O País já assistiu a esse filme, e os que responsavelmente pensam no futuro com certeza não gostaram nada do que viram, pois, até aqui, os resultados de andanças como essas, que agora se repetem, foram nulos. Há exatamente quatro anos, no início de seu primeiro mandato, Lula fez o que diz pretender fazer outra vez: convocou os governadores, com eles discutiu linhas básicas de uma necessária reforma tributária, determinou à área técnica que elaborasse um projeto que pudesse ser aceito pela maioria dos interessados - União, Estados, municípios e contribuintes - e conseguiu aprontar um projeto de lei que recebeu amplo apoio inicial.
De maneira espetaculosa, juntou os 27 governadores num ônibus e com eles foi ao Congresso. Subiram juntos a rampa do Congresso, para demonstrar que estavam unidos em torno do projeto que iam entregar e para cobrar dos congressistas pressa na votação.
Mesmo tendo sido mutilado e descaracterizado durante a tramitação no Legislativo, perdendo pontos essenciais, o projeto não foi votado. O tempo se encarregou de dissolver o interesse inicial de Lula por um assunto de importância vital para o País. Agora, fazendo de conta que nada disso aconteceu, o presidente repete o discurso de quatro anos atrás. 'Este ano eu espero que a gente volte à reforma tributária', disse aos prefeitos. Voltar para onde nunca esteve, e a fazer o que nunca pretendeu fazer?
O presidente e sua equipe de governo gostam de discursos, de frases e gestos grandiosos, mas, pelo que mostraram na questão da reforma tributária, não gostam de debater questões espinhosas, tecnicamente complexas e politicamente incômodas, como são as que envolvem a mudança na legislação tributária.
Negociações com governadores e prefeitos podem resultar em ganhos políticos - que é seguramente o que espera o presidente -, mas envolvem também riscos de perdas, para os quais o governo federal não parece estar preparado. No governo Fernando Henrique, negociações difíceis foram feitas para a renegociação da dívida dos Estados e para a extinção da rede de bancos estaduais, fonte de alguns dos principais problemas financeiros enfrentados então pelos governadores. Sem a conclusão, com êxito, dessas negociações, não teria sido possível aprovar e colocar em prática as regras da Lei de Responsabilidade Fiscal.
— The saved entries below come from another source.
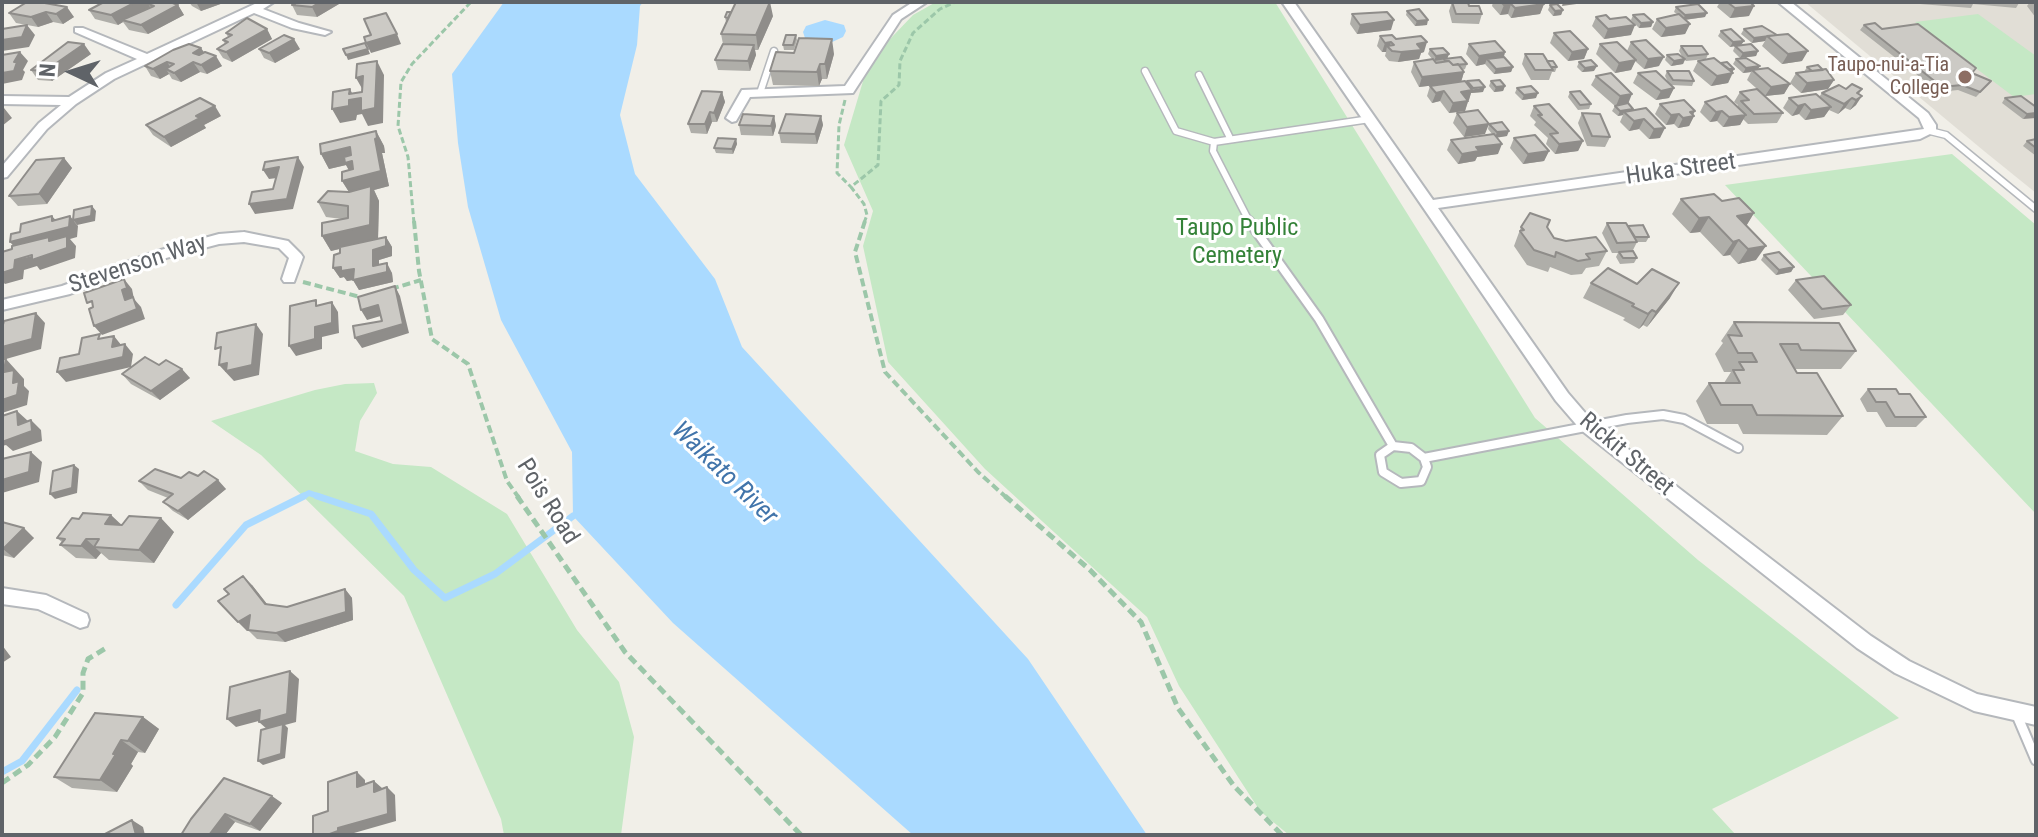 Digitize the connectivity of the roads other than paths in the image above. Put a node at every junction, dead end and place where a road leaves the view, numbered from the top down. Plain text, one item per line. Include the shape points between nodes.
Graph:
1 (268, 2) edge
2 (921, 2) edge
3 (1288, 2) edge
4 (1784, 2) edge
5 (254, 9) junction
6 (79, 30) dead end
7 (325, 32) dead end
8 (774, 51) edge
9 (145, 58) junction
10 (1145, 71) dead end
11 (1199, 75) dead end
12 (760, 93) junction
13 (2, 100) edge
14 (72, 101) junction
15 (732, 118) dead end
16 (1370, 119) junction
17 (1930, 131) junction
18 (1230, 138) junction
19 (1214, 142) junction
20 (2, 174) edge
21 (1431, 205) junction
22 (2036, 209) edge
23 (289, 279) road end
24 (2, 305) edge
25 (1587, 426) junction
26 (1393, 446) junction
27 (1738, 448) dead end
28 (1424, 458) junction
29 (2, 596) edge
30 (80, 620) dead end
31 (2026, 715) edge
32 (2036, 760) edge

1 - 5 street
2 - 12 street via 897,17 849,90
3 - 16 street, Rickit Street
4 - 17 street via 1924,116
5 - 7 street
5 - 9 street
6 - 9 street
8 - 12 lane
9 - 14 street
10 - 19 lane via 1176,131
11 - 18 lane
12 - 15 street via 746,93
13 - 14 street
14 - 20 street
16 - 18 lane
16 - 21 street, Rickit Street
17 - 21 street, Huka Street
17 - 22 lane via 1946,135
18 - 19 lane
19 - 26 lane via 1213,151 1248,220 1319,319
21 - 25 street, Rickit Street
23 - 24 street, Stevenson Way via 296,257 283,244 219,239
25 - 27 lane via 1663,415 1684,419
25 - 28 lane
25 - 31 street, Rickit Street via 1864,642 1943,689
26 - 28 lane via 1411,448
26 - 28 lane via 1380,455 1379,463 1401,483 1421,481 1427,467
29 - 30 street via 40,601
31 - 32 lane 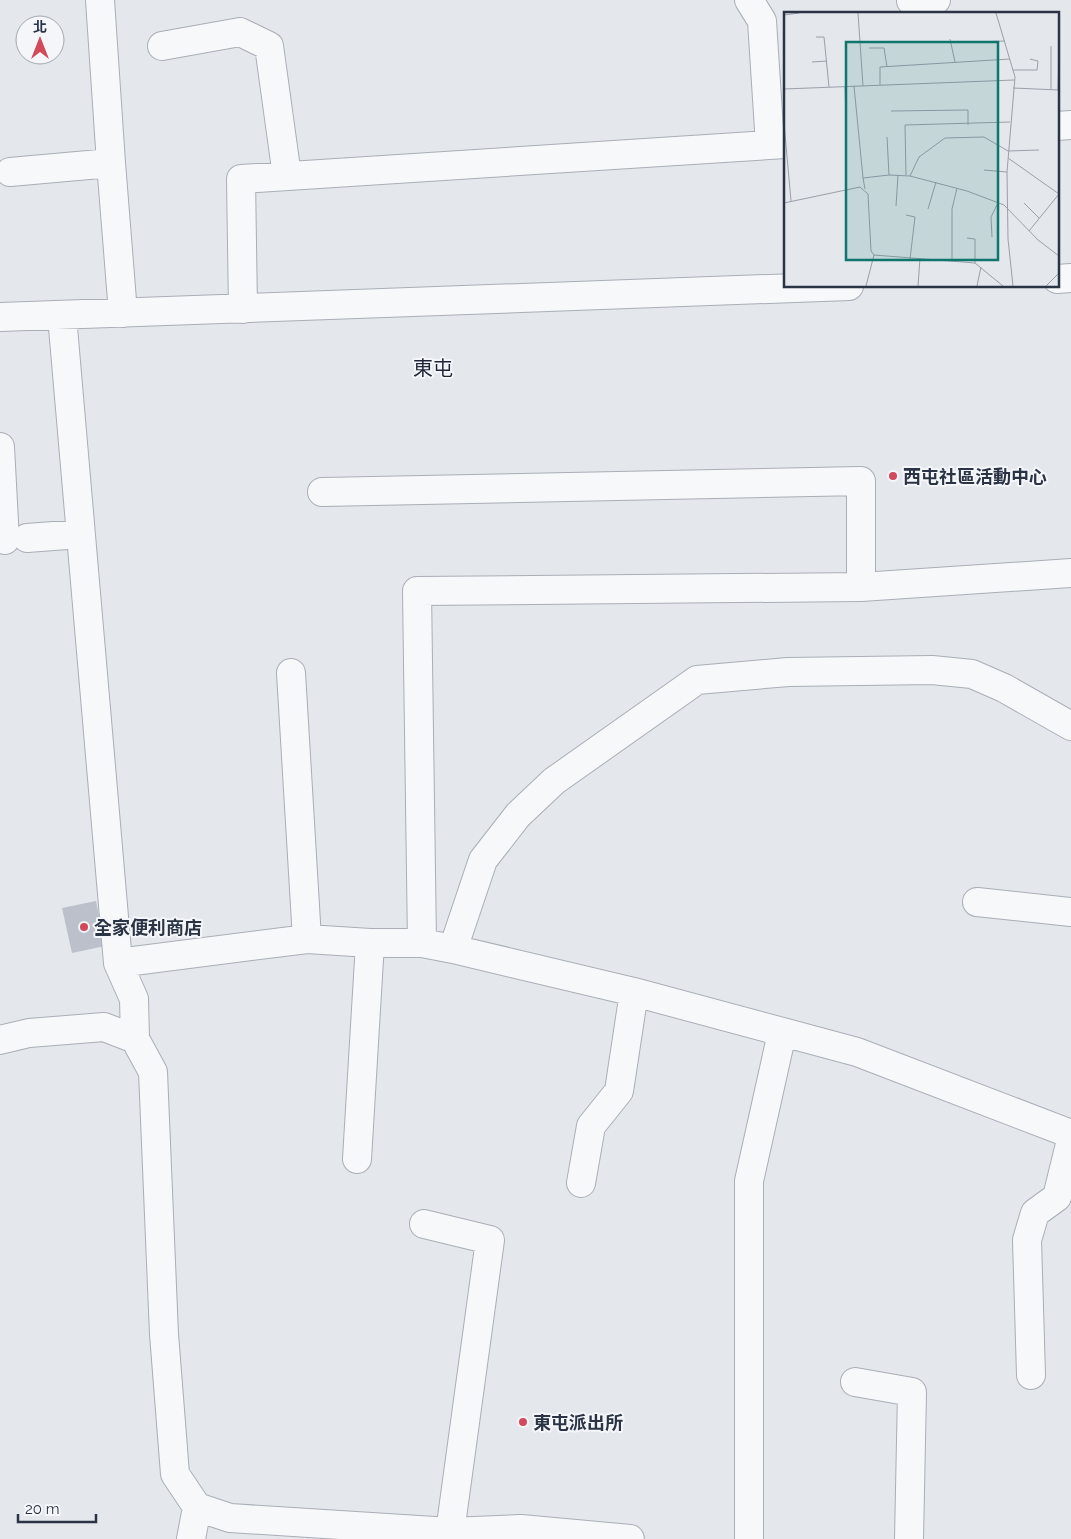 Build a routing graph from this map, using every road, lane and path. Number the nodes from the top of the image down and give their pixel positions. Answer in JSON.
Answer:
{"nodes":[{"id":1,"x":100,"y":0,"type":"edge"},
{"id":2,"x":749,"y":0,"type":"edge"},
{"id":3,"x":162,"y":46,"type":"dead end"},
{"id":4,"x":1071,"y":125,"type":"edge"},
{"id":5,"x":1058,"y":126,"type":"edge"},
{"id":6,"x":777,"y":144,"type":"edge"},
{"id":7,"x":110,"y":163,"type":"junction"},
{"id":8,"x":10,"y":172,"type":"dead end"},
{"id":9,"x":287,"y":176,"type":"junction"},
{"id":10,"x":1071,"y":278,"type":"edge"},
{"id":11,"x":1058,"y":279,"type":"edge"},
{"id":12,"x":797,"y":288,"type":"edge"},
{"id":13,"x":243,"y":309,"type":"junction"},
{"id":14,"x":123,"y":313,"type":"junction"},
{"id":15,"x":62,"y":316,"type":"junction"},
{"id":16,"x":0,"y":318,"type":"edge"},
{"id":17,"x":0,"y":447,"type":"edge"},
{"id":18,"x":322,"y":492,"type":"dead end"},
{"id":19,"x":80,"y":534,"type":"junction"},
{"id":20,"x":1071,"y":572,"type":"edge"},
{"id":21,"x":861,"y":587,"type":"junction"},
{"id":22,"x":291,"y":673,"type":"dead end"},
{"id":23,"x":1071,"y":726,"type":"edge"},
{"id":24,"x":977,"y":902,"type":"dead end"},
{"id":25,"x":1071,"y":912,"type":"edge"},
{"id":26,"x":307,"y":939,"type":"junction"},
{"id":27,"x":370,"y":943,"type":"junction"},
{"id":28,"x":422,"y":943,"type":"junction"},
{"id":29,"x":453,"y":949,"type":"junction"},
{"id":30,"x":118,"y":963,"type":"junction"},
{"id":31,"x":634,"y":992,"type":"junction"},
{"id":32,"x":782,"y":1033,"type":"junction"},
{"id":33,"x":135,"y":1039,"type":"junction"},
{"id":34,"x":0,"y":1040,"type":"edge"},
{"id":35,"x":1071,"y":1134,"type":"edge"},
{"id":36,"x":1071,"y":1140,"type":"edge"},
{"id":37,"x":357,"y":1159,"type":"dead end"},
{"id":38,"x":582,"y":1183,"type":"dead end"},
{"id":39,"x":424,"y":1224,"type":"dead end"},
{"id":40,"x":1031,"y":1375,"type":"dead end"},
{"id":41,"x":856,"y":1382,"type":"dead end"},
{"id":42,"x":197,"y":1508,"type":"junction"},
{"id":43,"x":450,"y":1532,"type":"junction"},
{"id":44,"x":520,"y":1534,"type":"edge"},
{"id":45,"x":191,"y":1539,"type":"edge"},
{"id":46,"x":630,"y":1539,"type":"edge"},
{"id":47,"x":750,"y":1539,"type":"edge"},
{"id":48,"x":909,"y":1539,"type":"edge"}],
"edges":[{"from":1,"to":7,"type":"street"},
{"from":2,"to":6,"type":"street"},
{"from":3,"to":9,"type":"street"},
{"from":4,"to":5,"type":"street"},
{"from":6,"to":9,"type":"street"},
{"from":7,"to":8,"type":"street"},
{"from":7,"to":14,"type":"street"},
{"from":9,"to":13,"type":"street"},
{"from":10,"to":11,"type":"street"},
{"from":12,"to":13,"type":"street"},
{"from":13,"to":14,"type":"street"},
{"from":14,"to":15,"type":"street"},
{"from":15,"to":16,"type":"street"},
{"from":15,"to":19,"type":"street"},
{"from":17,"to":19,"type":"street"},
{"from":18,"to":21,"type":"street"},
{"from":19,"to":30,"type":"street"},
{"from":20,"to":21,"type":"street"},
{"from":21,"to":28,"type":"street"},
{"from":22,"to":26,"type":"street"},
{"from":23,"to":29,"type":"street"},
{"from":24,"to":25,"type":"street"},
{"from":26,"to":27,"type":"street"},
{"from":26,"to":30,"type":"street"},
{"from":27,"to":28,"type":"street"},
{"from":27,"to":37,"type":"street"},
{"from":28,"to":29,"type":"street"},
{"from":29,"to":31,"type":"street"},
{"from":30,"to":33,"type":"street"},
{"from":31,"to":32,"type":"street"},
{"from":31,"to":38,"type":"street"},
{"from":32,"to":35,"type":"street"},
{"from":32,"to":47,"type":"street"},
{"from":33,"to":34,"type":"street"},
{"from":33,"to":42,"type":"street"},
{"from":36,"to":40,"type":"street"},
{"from":39,"to":43,"type":"street"},
{"from":41,"to":48,"type":"street"},
{"from":42,"to":43,"type":"street"},
{"from":42,"to":45,"type":"street"},
{"from":43,"to":44,"type":"street"},
{"from":44,"to":46,"type":"street"}]}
Ninguém parece discordar de alguns objetivos da reforma tributária de que o País necessita, entre os quais o aumento da eficiência e da competitividade de nossa economia, através da racionalização e simplificação do sistema tributário. Mas questões como a partilha dos recursos tributários (nos últimos anos, a maioria das mudanças destinou-se a assegurar fatias cada vez maiores do bolo tributário para a União; Estados e municípios querem agora aumentar o pedaço a que têm direito), a unificação da legislação do ICMS e o fim da guerra fiscal (que contraria interesses de Estados do Centro-Oeste) e a definição do local do recolhimento do tributo estadual (se na origem ou no destino do produto) não podem ser resolvidas em reuniões do presidente com os governadores.
São muitos os interesses conflitantes. Harmonizá-los exige debate técnico intenso, até que se chegue a uma proposta que seja aceitável pelos interessados. O governo do PT, porém, sem disposição para travar esse tipo de debate, talvez se contente com algumas medidas mais simples, como a perpetuação da CPMF e da desvinculação de parte das receitas da União.
Mais uma vez, por isso, a discussão tem tudo para começar de maneira errada. E, como já vimos, nesta questão o que começa errado não tem jeito de melhorar.